Dear world,
Due to the fact that life is full of depression that can't just be deleated, I shall not deleat this email. But I highly recomend that anyone who reads this should stop and read a happyer storry. Because, you see, this will depress you, no dout.
Man I'm so lost!!! When do things get easier? When will it all end and my over-emotional chaotic lifestyl be at peace. My dreams are a pile of ash, set ablaze by the harsh truths and words. I'm pretty much **********ed (dooooooomed) for life. I seem to think that unless there's a hole passing thru my mind I'll never find peace.
The saying "This too shall pass" is a load of ******** (jackalopes)! It not only means that all the bad thing will go away, it also means that the goodthings will too. Sucks right? I know!!!

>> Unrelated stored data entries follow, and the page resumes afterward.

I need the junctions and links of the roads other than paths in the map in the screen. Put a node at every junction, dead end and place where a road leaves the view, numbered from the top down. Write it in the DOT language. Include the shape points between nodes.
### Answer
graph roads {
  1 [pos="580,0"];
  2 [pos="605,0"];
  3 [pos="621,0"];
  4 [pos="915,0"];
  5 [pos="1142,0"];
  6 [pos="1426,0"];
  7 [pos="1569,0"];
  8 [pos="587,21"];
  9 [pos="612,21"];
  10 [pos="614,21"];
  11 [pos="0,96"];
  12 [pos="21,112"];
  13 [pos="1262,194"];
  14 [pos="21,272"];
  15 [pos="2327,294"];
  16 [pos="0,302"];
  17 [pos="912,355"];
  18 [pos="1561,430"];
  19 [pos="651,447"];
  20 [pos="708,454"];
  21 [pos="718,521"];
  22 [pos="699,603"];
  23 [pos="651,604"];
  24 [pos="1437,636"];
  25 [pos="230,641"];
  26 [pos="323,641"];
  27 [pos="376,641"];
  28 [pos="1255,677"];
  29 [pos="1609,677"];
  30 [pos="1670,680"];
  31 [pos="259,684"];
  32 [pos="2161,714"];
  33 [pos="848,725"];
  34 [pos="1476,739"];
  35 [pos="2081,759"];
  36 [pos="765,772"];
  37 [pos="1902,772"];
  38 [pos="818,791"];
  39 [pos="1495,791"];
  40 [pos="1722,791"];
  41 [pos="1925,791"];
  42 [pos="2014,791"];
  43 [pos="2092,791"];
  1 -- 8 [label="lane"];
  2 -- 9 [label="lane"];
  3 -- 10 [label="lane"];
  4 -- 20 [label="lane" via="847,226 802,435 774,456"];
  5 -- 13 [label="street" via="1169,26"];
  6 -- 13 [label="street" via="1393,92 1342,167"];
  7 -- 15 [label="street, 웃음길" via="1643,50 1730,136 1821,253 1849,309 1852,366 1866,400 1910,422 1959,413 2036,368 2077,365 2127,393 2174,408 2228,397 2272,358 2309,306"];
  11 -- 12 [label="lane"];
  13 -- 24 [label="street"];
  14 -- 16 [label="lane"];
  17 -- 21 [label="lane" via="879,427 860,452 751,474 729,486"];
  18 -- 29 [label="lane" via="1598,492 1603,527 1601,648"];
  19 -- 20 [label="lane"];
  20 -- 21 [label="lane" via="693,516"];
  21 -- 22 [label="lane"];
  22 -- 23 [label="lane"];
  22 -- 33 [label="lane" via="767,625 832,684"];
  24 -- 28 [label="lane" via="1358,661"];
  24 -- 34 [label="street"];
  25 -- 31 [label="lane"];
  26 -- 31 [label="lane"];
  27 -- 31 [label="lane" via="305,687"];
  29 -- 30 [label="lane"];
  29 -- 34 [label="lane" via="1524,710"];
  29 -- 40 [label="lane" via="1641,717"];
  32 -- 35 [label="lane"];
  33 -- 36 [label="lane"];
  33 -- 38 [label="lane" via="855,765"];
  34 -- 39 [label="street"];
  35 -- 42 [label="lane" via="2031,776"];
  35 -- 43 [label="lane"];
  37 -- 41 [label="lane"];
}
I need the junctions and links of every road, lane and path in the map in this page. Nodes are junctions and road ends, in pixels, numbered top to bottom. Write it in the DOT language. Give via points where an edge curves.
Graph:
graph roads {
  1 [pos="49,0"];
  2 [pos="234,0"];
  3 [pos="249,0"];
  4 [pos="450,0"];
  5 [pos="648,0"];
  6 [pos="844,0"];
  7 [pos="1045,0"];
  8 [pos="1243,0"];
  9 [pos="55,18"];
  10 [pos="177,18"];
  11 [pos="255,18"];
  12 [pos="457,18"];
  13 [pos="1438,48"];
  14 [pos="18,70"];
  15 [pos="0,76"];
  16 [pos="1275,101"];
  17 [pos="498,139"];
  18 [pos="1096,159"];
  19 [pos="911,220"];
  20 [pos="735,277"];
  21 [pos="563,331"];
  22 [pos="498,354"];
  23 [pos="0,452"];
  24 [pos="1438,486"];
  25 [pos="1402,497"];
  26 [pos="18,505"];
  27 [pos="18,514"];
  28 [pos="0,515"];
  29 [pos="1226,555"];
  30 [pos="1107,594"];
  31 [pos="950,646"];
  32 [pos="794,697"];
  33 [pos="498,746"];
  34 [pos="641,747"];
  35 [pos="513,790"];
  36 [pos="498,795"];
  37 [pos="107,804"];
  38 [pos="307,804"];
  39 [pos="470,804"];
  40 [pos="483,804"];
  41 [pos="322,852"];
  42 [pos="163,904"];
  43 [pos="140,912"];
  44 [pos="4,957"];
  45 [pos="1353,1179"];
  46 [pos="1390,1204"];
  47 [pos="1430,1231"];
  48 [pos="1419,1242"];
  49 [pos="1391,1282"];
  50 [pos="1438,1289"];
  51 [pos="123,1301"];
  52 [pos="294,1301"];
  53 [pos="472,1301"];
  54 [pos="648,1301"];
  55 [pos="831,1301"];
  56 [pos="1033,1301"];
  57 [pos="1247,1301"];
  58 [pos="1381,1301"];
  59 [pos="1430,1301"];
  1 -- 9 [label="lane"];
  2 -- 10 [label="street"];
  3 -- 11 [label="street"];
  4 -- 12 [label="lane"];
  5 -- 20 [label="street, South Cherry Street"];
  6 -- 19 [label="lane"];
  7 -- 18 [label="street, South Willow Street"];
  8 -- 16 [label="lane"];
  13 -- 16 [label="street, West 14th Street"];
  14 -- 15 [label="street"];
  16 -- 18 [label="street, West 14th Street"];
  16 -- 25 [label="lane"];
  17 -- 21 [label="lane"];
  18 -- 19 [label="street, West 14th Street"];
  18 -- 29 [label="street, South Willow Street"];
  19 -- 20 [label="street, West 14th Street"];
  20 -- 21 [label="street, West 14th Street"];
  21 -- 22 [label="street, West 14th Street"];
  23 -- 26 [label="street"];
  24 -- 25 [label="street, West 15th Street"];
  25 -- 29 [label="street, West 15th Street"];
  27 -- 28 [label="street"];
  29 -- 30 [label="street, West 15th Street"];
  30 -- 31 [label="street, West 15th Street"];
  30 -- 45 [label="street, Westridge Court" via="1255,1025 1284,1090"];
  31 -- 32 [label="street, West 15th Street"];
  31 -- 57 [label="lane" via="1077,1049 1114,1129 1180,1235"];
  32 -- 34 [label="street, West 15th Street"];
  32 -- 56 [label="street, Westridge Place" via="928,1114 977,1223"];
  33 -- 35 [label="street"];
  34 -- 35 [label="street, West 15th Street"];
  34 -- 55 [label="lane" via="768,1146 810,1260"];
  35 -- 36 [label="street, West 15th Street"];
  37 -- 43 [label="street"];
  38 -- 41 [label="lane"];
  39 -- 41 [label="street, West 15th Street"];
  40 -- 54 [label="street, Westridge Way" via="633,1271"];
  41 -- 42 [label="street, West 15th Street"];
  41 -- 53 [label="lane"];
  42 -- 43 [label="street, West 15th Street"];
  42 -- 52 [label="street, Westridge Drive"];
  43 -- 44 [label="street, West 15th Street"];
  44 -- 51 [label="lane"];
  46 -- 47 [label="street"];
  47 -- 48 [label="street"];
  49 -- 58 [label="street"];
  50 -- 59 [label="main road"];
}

Well, I can't be Mrs.Brightside all the time, life has a darkside, best not avoid it. I'm no superman (woman). I am a severly depressing person who not only is incapable to prevent the hatred and sorrow from spreding to everything I see, I also and way to emotional and defencive. Not to forget to mention that I am alway in self destruct mode. I'm sorry world, I failled and failed, more times then I could count. Some may say, no Noel, your not a failure. But that's because that's what friends say... But I am, no dout, a failure. IQ tests and ACTs mean nothing if I'm too lazy to use my brain and body for anything. My dad agrees, (says I'm worthless and a b***h. And spitting in my face).
I dont want this life, the lord should give it to someone deserving. I think that tho I've prayed and prayed for the loss of my life and a better fuiture for the world the lord has still kept me here for some purpose. There has to be a reason. But why me? Why? Any answer I can think of isn't a goodenoff reason to allow me life.
I want to lieve, run away, die, (fly, if only it were posible). But omething is stopping me. Perhaps it's the natalgic conection I have to this town. Or purhaps my innerchild still can see the good in life, and still believes that the'll be a happy ending to this story...
K, well I'm still here. Alive. Dead. Whatever! I'm here, for whatever God thinks I'm needed for...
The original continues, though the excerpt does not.